Mike Hayes and guest authors give insight into the surprises of Pope Francis’ papacy, shedding light on how and why this pope is doing things a bit differently.
Click this banner to see the entire section.
Incoming Call: The Pope
When my class of high school students wrote to the president, I had high hopes. I could see it now: I get a stately letter — very official looking — and gingerly open it to find a beautiful handwritten note from Barack Obama himself. It would be the ultimate fist bump, one you could frame and brag about for years. Well, no such thing happened. We got a generic letter, an electronic signature, and a picture of Bo, the dog, which was a nice touch. I framed it anyway. While I’ve given up my quest for a presidential letter, I’m not entirely ready to throw in the towel. Lately, I’ve been thinking I should start writing to Pope Francis.
The world has been watching as the pope has made a number of phone calls to people who have written to him: an Italian man whose brother was murdered, a doorman at the Jesuit mother house in Rome, and the pope’s shoemaker and newspaper deliveryman in Argentina. The most recent call was made to a 44-year-old woman from Argentina who was raped twice by a police officer and subsequently threatened by him. Her perpetrator was not brought to justice after local officials covered up the crime, and the officer was even granted a promotion.
Once someone is given a position of power, it is generally accepted that he or she becomes inaccessible and out of touch with the rest of society. In this world where we equate position with power (power over), where an otherwise composed person whips out their iPhone in a paparazzi frenzy for anyone with the least bit of clout, and where celebrities are accessible only through their most recent Tweet, many have taken notice of the pope’s, well, normal behaviors.
The way we use the word “powerful” in our everyday speech can have varied, somewhat paradoxical meanings. On the one hand, we use it to refer to the power-over effect, mentioned earlier. On the other hand, we use it to describe inspiring or moving moments. Having seen 25 babies born, I’ve often described the first moment parents see their child as powerful. These and other moments cause us to take pause and look onward in awe, yet they are usually private and seen by few.
This is exactly the type Pope Francis has been having. He, however, is having these moments on the world stage, alongside the rest of the power-overs. While many would isolate him in a bulletproof box, he has continued to embrace the joys of everyday life in otherwise quiet, humble moments — the touch of a child’s face, the hug of an onlooker, the tender washing of someone’s feet — which are moving and awe-inspiring.

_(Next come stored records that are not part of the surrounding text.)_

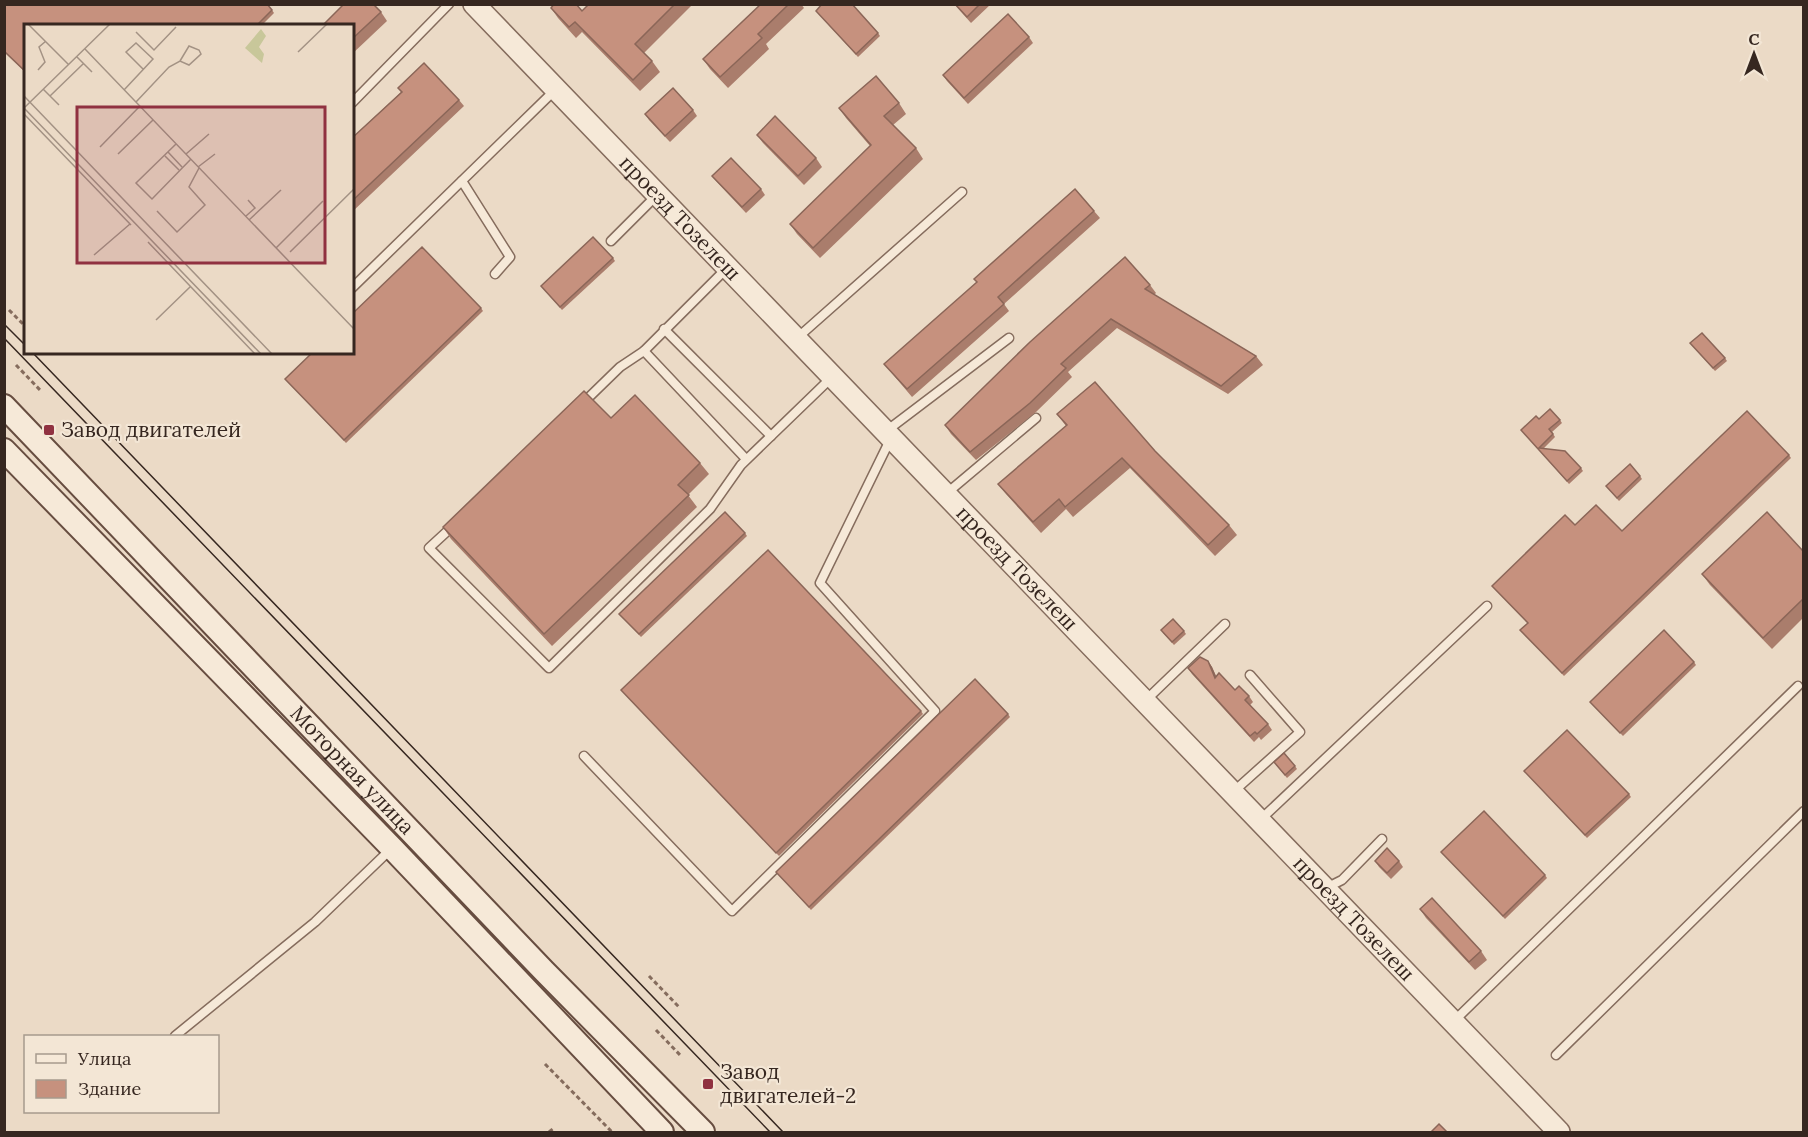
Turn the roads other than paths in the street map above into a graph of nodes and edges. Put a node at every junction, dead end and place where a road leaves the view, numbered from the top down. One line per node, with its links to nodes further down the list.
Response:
1 (449, 4): 4 (lane)
2 (474, 4): 3 (street, проезд Тозелеш)
3 (554, 91): 5 (lane); 7 (street, проезд Тозелеш)
4 (354, 102)
5 (462, 181): 10 (lane); 11 (lane)
6 (962, 192): 14 (lane)
7 (656, 196): 8 (lane); 9 (street, проезд Тозелеш)
8 (611, 241)
9 (726, 269): 12 (lane); 14 (street, проезд Тозелеш)
10 (495, 274)
11 (354, 286)
12 (664, 329): 15 (lane); 20 (lane)
13 (1009, 338): 21 (lane)
14 (795, 340): 16 (street, проезд Тозелеш)
15 (644, 351): 18 (lane); 23 (lane)
16 (831, 378): 20 (lane); 21 (street, проезд Тозелеш)
17 (4, 406): 31 (main road, Моторная улица)
18 (577, 408)
19 (1036, 418): 24 (lane)
20 (771, 436): 23 (lane)
21 (887, 436): 24 (street, проезд Тозелеш); 32 (lane)
22 (4, 450): 33 (main road, Моторная улица)
23 (746, 459): 25 (lane)
24 (945, 496): 30 (street, проезд Тозелеш)
25 (464, 515)
26 (1488, 606): 36 (lane)
27 (1225, 624): 30 (lane)
28 (1250, 675): 34 (lane)
29 (1797, 686): 40 (lane)
30 (1144, 702): 34 (street, проезд Тозелеш)
31 (327, 742): 33 (main road); 45 (main road, Моторная улица)
32 (584, 756)
33 (306, 763): 38 (main road, Моторная улица)
34 (1231, 793): 36 (street, проезд Тозелеш)
35 (1803, 811): 42 (lane)
36 (1258, 821): 39 (street, проезд Тозелеш)
37 (1383, 839): 39 (lane)
38 (392, 848): 41 (lane); 44 (main road, Моторная улица)
39 (1324, 889): 40 (street, проезд Тозелеш)
40 (1453, 1022): 43 (street, проезд Тозелеш)
41 (176, 1035)
42 (1556, 1055)
43 (1555, 1131)
44 (662, 1132)
45 (703, 1132)

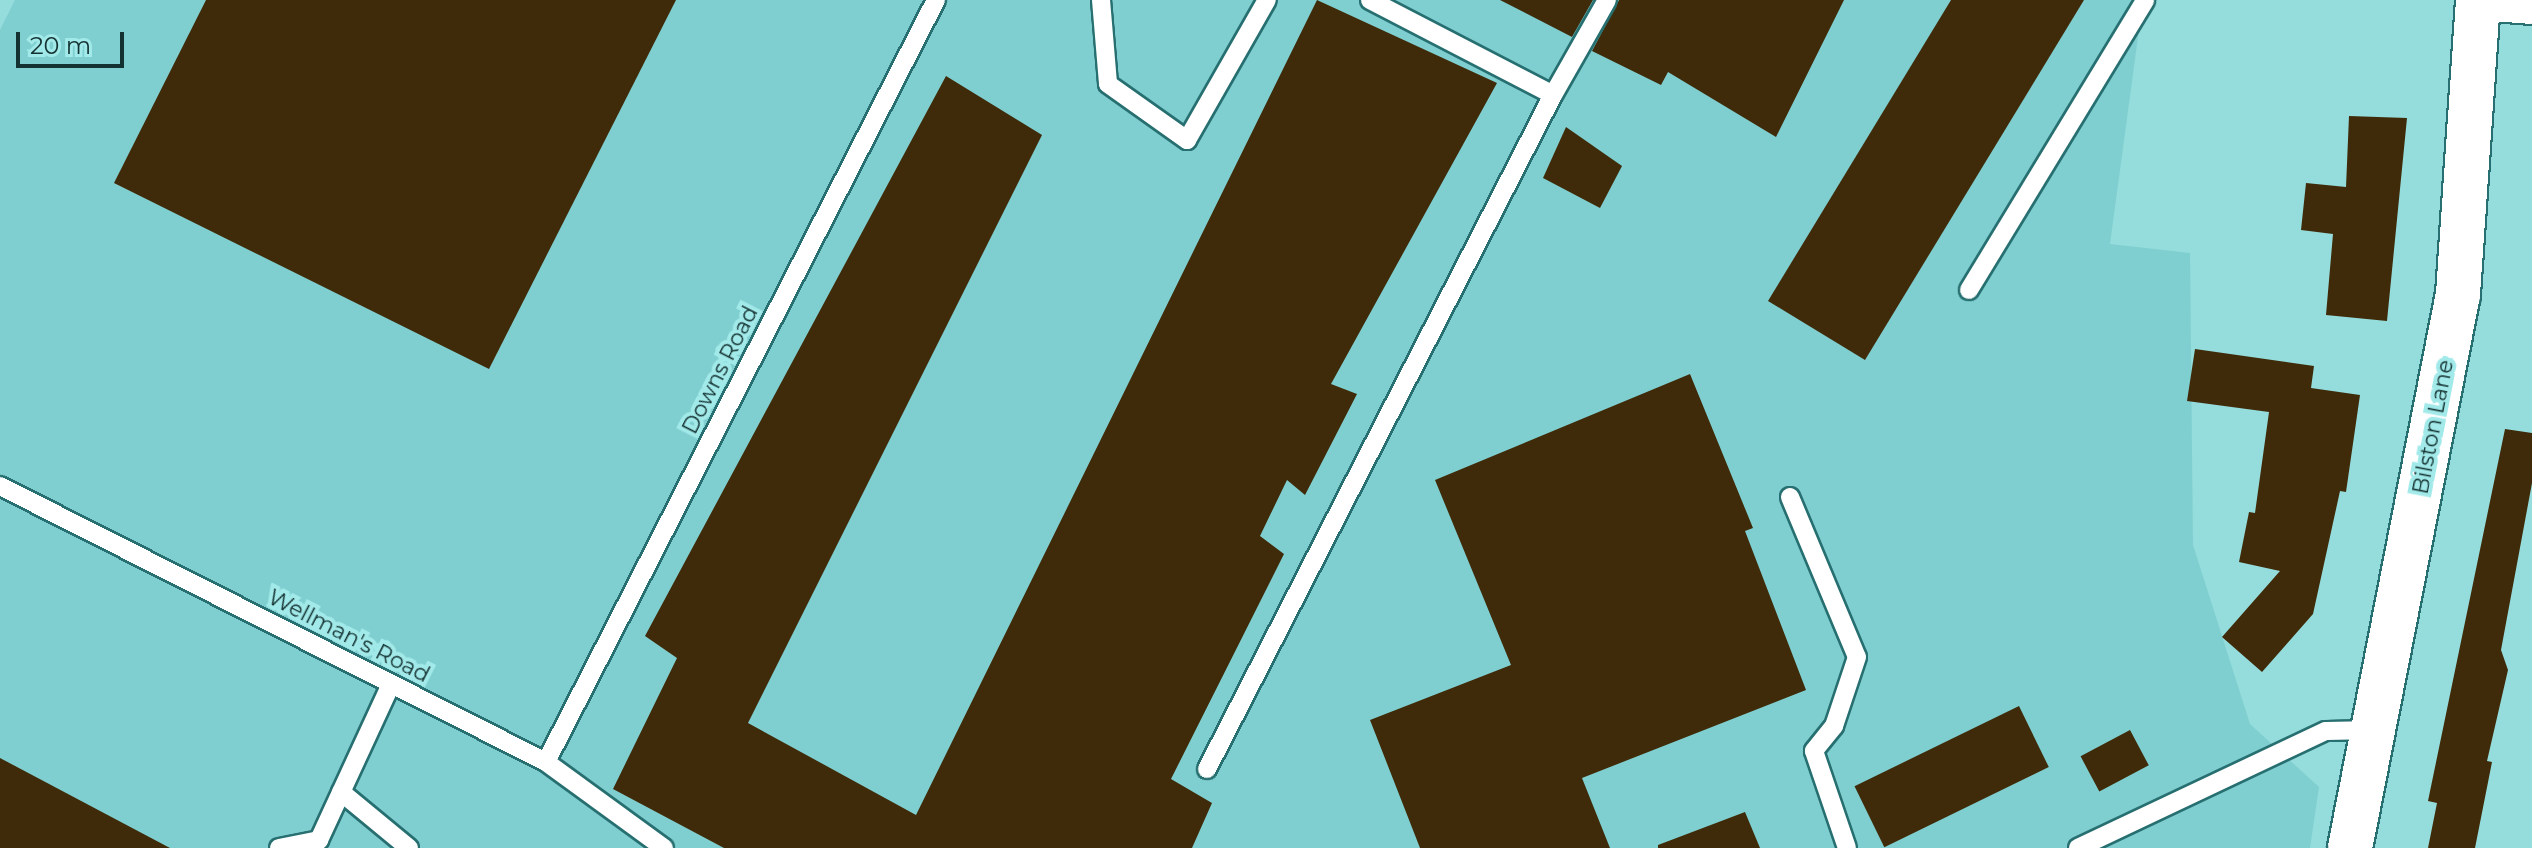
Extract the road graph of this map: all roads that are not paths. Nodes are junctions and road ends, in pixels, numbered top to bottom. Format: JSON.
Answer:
{"nodes":[{"id":1,"x":936,"y":0,"type":"edge"},
{"id":2,"x":1101,"y":0,"type":"edge"},
{"id":3,"x":1267,"y":0,"type":"edge"},
{"id":4,"x":1370,"y":0,"type":"edge"},
{"id":5,"x":1607,"y":0,"type":"edge"},
{"id":6,"x":2145,"y":0,"type":"edge"},
{"id":7,"x":2479,"y":0,"type":"edge"},
{"id":8,"x":2532,"y":5,"type":"edge"},
{"id":9,"x":1553,"y":95,"type":"junction"},
{"id":10,"x":1969,"y":290,"type":"dead end"},
{"id":11,"x":0,"y":486,"type":"edge"},
{"id":12,"x":1790,"y":497,"type":"dead end"},
{"id":13,"x":391,"y":684,"type":"junction"},
{"id":14,"x":2374,"y":730,"type":"junction"},
{"id":15,"x":546,"y":762,"type":"junction"},
{"id":16,"x":1207,"y":769,"type":"dead end"},
{"id":17,"x":341,"y":792,"type":"junction"},
{"id":18,"x":279,"y":848,"type":"edge"},
{"id":19,"x":409,"y":848,"type":"edge"},
{"id":20,"x":664,"y":848,"type":"edge"},
{"id":21,"x":1847,"y":848,"type":"edge"},
{"id":22,"x":2078,"y":848,"type":"edge"},
{"id":23,"x":2350,"y":848,"type":"edge"}],
"edges":[{"from":1,"to":15,"type":"lane","name":"Downs Road"},
{"from":2,"to":3,"type":"lane"},
{"from":4,"to":9,"type":"lane"},
{"from":5,"to":9,"type":"lane"},
{"from":6,"to":10,"type":"lane"},
{"from":7,"to":8,"type":"street"},
{"from":7,"to":14,"type":"main road","name":"Bilston Lane"},
{"from":9,"to":16,"type":"lane"},
{"from":11,"to":13,"type":"lane","name":"Wellman's Road"},
{"from":12,"to":21,"type":"lane"},
{"from":13,"to":15,"type":"lane","name":"Wellman's Road"},
{"from":13,"to":17,"type":"lane"},
{"from":14,"to":22,"type":"lane"},
{"from":14,"to":23,"type":"main road","name":"Bilston Lane"},
{"from":15,"to":20,"type":"lane","name":"Wellman's Road"},
{"from":17,"to":18,"type":"lane"},
{"from":17,"to":19,"type":"lane"}]}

Not surprisingly, his actions have not been well received. From the beginning, his security team was very vocal about concerns for his safety, a concern he addressed while asserting his desire for freedom. As I watched this unfold on news websites and blogs, I couldn’t help but think, I’ve seen this before. In fact, we have. In Mark 10:13-16, the disciples rebuked the people for bringing children to Jesus. Jesus put a stop to this saying, “Let the little children come to me, and do not hinder them, for the Kingdom of God belongs to such as these.” Jesus, like Pope Francis, was on the world stage, and many, even the disciples, believed not everyone was worthy of his time. Nobody could be trusted without meticulous screening. The disciples didn’t want Jesus to be bothered, pestered or touched. In that moment, Jesus calls us to a new discipleship: to be like children, to overturn this notion that we must sit in awe at the foot of God, who is not like us. Jesus came to say He is both God and us. He is not untouchable; He is relatable.
The call to the rape victim further provides an example of how Pope Francis has called us to this new discipleship, flipping power on its head. The woman, who was wronged by a person in power and subsequently not shown justice because of her perpetrator’s position, received tenderness and compassion from someone else in power. While the pope’s call cannot undo or reduce the wrong done to her, the call showed that a position of power is not an excuse to behave immorally or be immune to the suffering of others. To a woman who had been wronged by power, Francis showed that people in power could do much that is right, too.
When looking up the word “powerful” in the dictionary, the meanings generally lean toward physical strength, potency and effectiveness, a more narrow definition than that of our everyday use. But even in this meaning, the actions of Pope Francis find a home. This humble man is in fact being incredibly effective. People who have left the Church and even non-Catholics are buzzing about the latest pope news stories. He is not pulling stunts or vying for people’s attention. He is acting intentionally and, most importantly, genuinely. As a result, people are taking notice.